ANALYSIS The LOFTRAN code was used to simulate the transients. The assumptions applicable to all cases are presented below. The assumptions specific to each of the five cases are presented separately. All assumptions, including initial conditions, were selected so to maximize the consequences of the applicable transient.
General Assumptions
- 1. The initial pressurizer pressure is 30 psi above its nominal value of 2100 psia.
- 2. Initial steam generator water level is at the nominal value.
- 3. A High Pressurizer Water Level reactor trip setpoint of 50% narrow range span (NRS) plus 4% NRS for uncertainties is assumed with a delay time of 2 seconds.
- 4. A High Pressurizer Pressure reactor trip setpoint of 2260 psia (including uncertainties) is assumed with a delay time of 2 seconds.
- 5. A loss of reactor coolant pumps with SONGS 1 specific RCP coastdown characteristics is modeled. An operating pump heat addition to the RCS of 3 MWth/pump is assumed.
- 6. 1979 ANS 5.1 Decay Heat is modeled.
- 7. An AFW temperature of 100*F is assumed.
- 8. A feedwater system purge volume of 73 ft3/loop is assumed. This piping volume must be purged of the relatively hot main feedwater before the colder AFW enters the steam generators.
-2 CASE A:
Partial Loss of Normal Feedwater at 100% power Specific Assumptions The plant is initially operating at 103% of rated power.
Initial reactor coolant average temperature is 4*F above the nominal full-power value (575.15*F).
Initial pressurizer water level is 37.5% NRS.
Main feedwater to effected steam generator is assumed to stop at the time of the failure of the flow control valve. Main feedwater to the two unaffected steam generators continues until time of reactor trip.
Pressurizer power-operated relief valves and pressurizer sprays are available.
Auxiliary feedwater (AFW) is assumed to be manually actuated and the system manually aligned to deliver flow of 185 gpm to three steam generators 30 minutes after the initiation of the event (FW flow control valve failure).
The steam flow/feed flow mismatch reactor trip is assumed not to function since required logic (2 out of 3 loops) will not be met.
Results and Conclusions The results of the Partial LONF transient at full power are shown in Figures 1 through 9. The time sequence of events is presented in Table 1. The results show that reactor trip occurs on high pressurizer water level and that the high pressurizer water level setpoint (50% NRS) prevents the pressurizer from filling. Thus, the acceptance criterion for a LONF event is met.
-3 CASE B:
Complete Loss of Normal Feedwater at 100% Power CASE B analysis was previously submitted by letter from M. 0. Medford (SCE) to G. E. Lear (NRC) dated May 1, 1986. This analysis showed that with AFW flow of 165 gpm to 3 steam generators initiated at 30 minutes, the acceptance criterion of no pressurizer fill was achieved.
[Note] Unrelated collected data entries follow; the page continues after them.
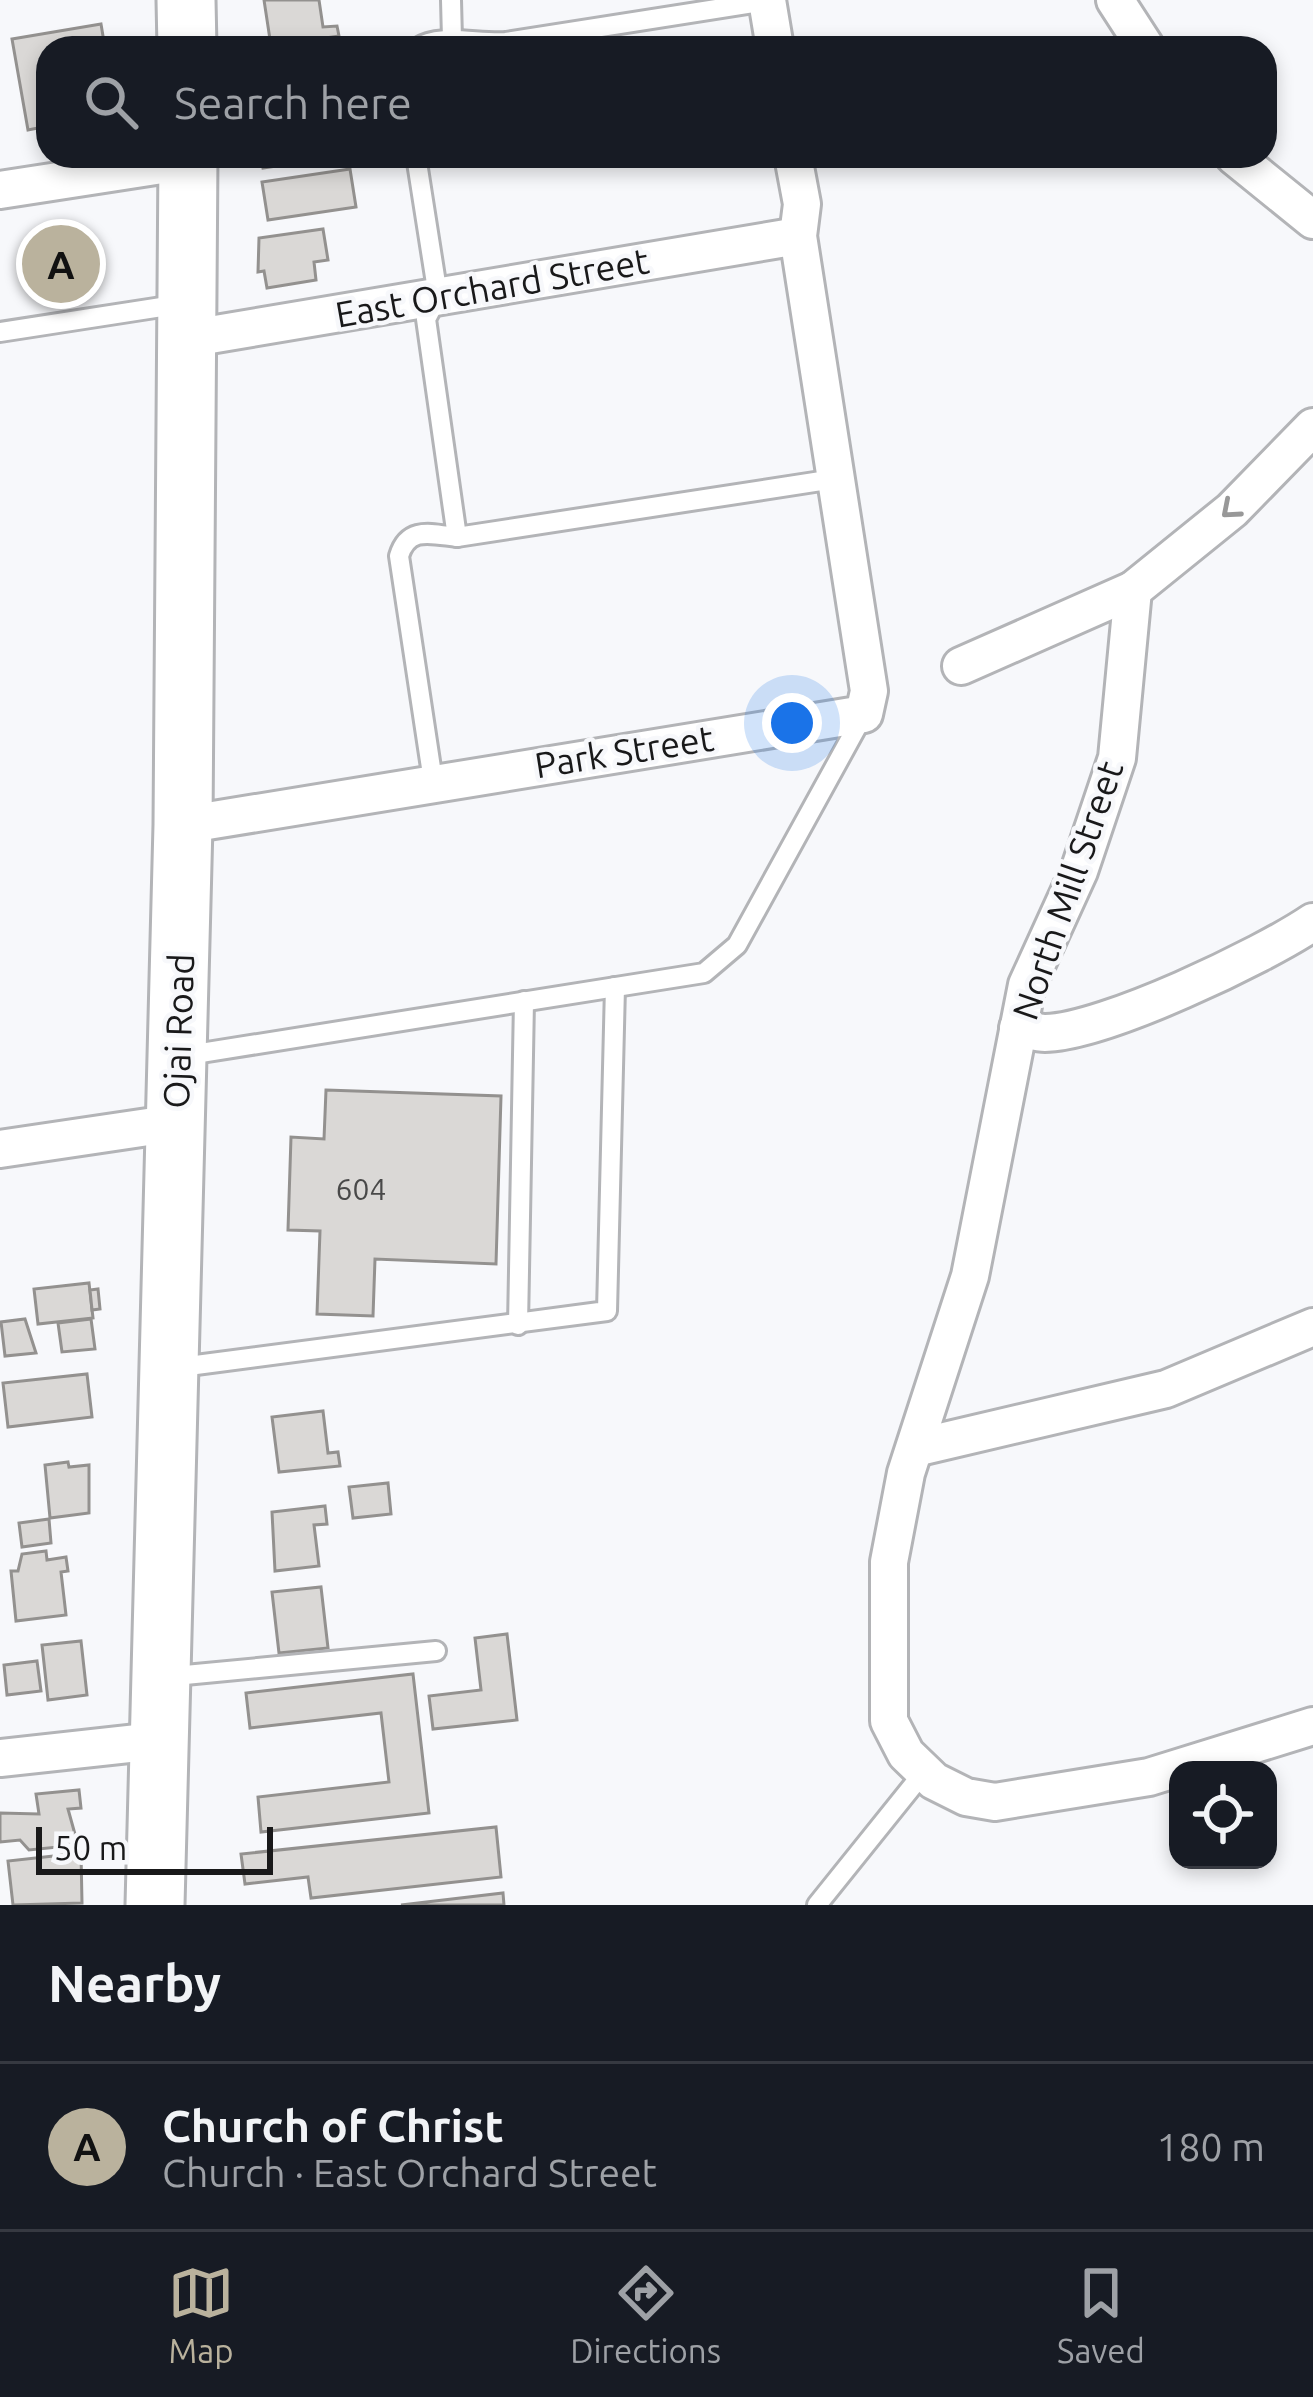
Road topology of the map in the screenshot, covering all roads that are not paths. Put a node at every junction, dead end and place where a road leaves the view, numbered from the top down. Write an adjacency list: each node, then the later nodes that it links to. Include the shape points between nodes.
1 (187, 0): 5 (main road)
2 (451, 0): 6 (lane)
3 (767, 0): 7 (lane); 8 (street)
4 (1115, 0): 9 (street)
5 (187, 36)
6 (452, 36)
7 (543, 36)
8 (773, 36)
9 (1138, 36)
10 (129, 168): 15 (street)
11 (188, 168): 19 (main road, Ojai Road)
12 (418, 168): 18 (lane)
13 (796, 168): 17 (street)
14 (1249, 168): 16 (street)
15 (0, 190)
16 (1313, 220)
17 (798, 236): 18 (street, East Orchard Street); 22 (street)
18 (438, 296): 19 (street, East Orchard Street); 23 (lane, via 426,319)
19 (186, 321): 20 (lane); 28 (main road, Ojai Road)
20 (0, 332)
21 (1313, 427): 24 (street, one-way to 24, via 1232,510)
22 (834, 479): 23 (lane); 26 (street, via 868,691)
23 (457, 537): 27 (lane, via 418,533 399,556)
24 (1133, 590): 25 (street); 32 (street, North Mill Street, via 1117,758 1027,985)
25 (961, 666)
26 (864, 714): 27 (street, Park Street); 30 (lane, via 737,945 704,973)
27 (434, 781): 28 (street, Park Street)
28 (183, 824): 33 (main road, Ojai Road)
29 (1313, 922): 32 (street, via 1248,960 1102,1019 1045,1033)
30 (615, 987): 31 (lane); 36 (lane, via 608,1311)
31 (524, 1001): 33 (lane); 36 (lane)
32 (1018, 1028): 39 (street, North Mill Street, via 970,1276)
33 (178, 1056): 34 (main road, Ojai Road)
34 (175, 1123): 35 (street); 38 (main road, Ojai Road)
35 (0, 1149)
36 (518, 1325): 38 (lane)
37 (1313, 1328): 39 (street, via 1166,1389)
38 (169, 1369): 41 (main road, Ojai Road)
39 (915, 1448): 45 (street, North Mill Street, via 889,1562 889,1721)
40 (436, 1651): 41 (lane)
41 (160, 1678): 43 (main road, Ojai Road)
42 (1313, 1726): 45 (street, via 1149,1777 1010,1802 966,1797)
43 (156, 1741): 44 (street); 46 (main road, Ojai Road)
44 (0, 1758)
45 (923, 1773): 47 (lane)
46 (155, 1905)
47 (817, 1905)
Reactor trip occurs on steam flow/feedwater flow mismatch.
-4 CASE C:
Complete Loss of Normal Feedwater at 50% power.
Specific Assumptions The plant is initially operating at 53% of rated power.
Initial reactor coolant average temperature is 4F above the nominal value (551.5 0F) corresponding to 50% power level on the nominal average temperature program (575.15 0 F at full power).
Initial pressurizer water level is 30.0% NRS.
Main feedwater to all steam generators is assumed to stop at the time of the complete loss of normal feedwater.
Pressurizer power-operated relief valves and pressurizer sprays are available.
AFW is assumed to be manually actuated and the system manually aligned to deliver flow of 185 gpm to three steam generators 30 minutes after the initiation of the event (loss of normal feedwater).
The steam flow/feedwater flow mismatch reactor trip is assumed unavailable (bypassed).
Results and Conclusions The results of the complete LONF at 50% power transient are shown in Figures 10 through 18.
The time sequence of events is presented in Table 2. The results show that reactor trip occurred on high pressurizer water level and that the high pressurizer water level setpoint (50% NRS) prevents the pressurizer from filling. Thus, the acceptance criterion for a LONF event is met.
-5 CASE D:
Main Feedwater Line Break Upstream of In-Containment Check Valves at 100% Power Specific Assumptions The plant is initially operating at 103% of rated power.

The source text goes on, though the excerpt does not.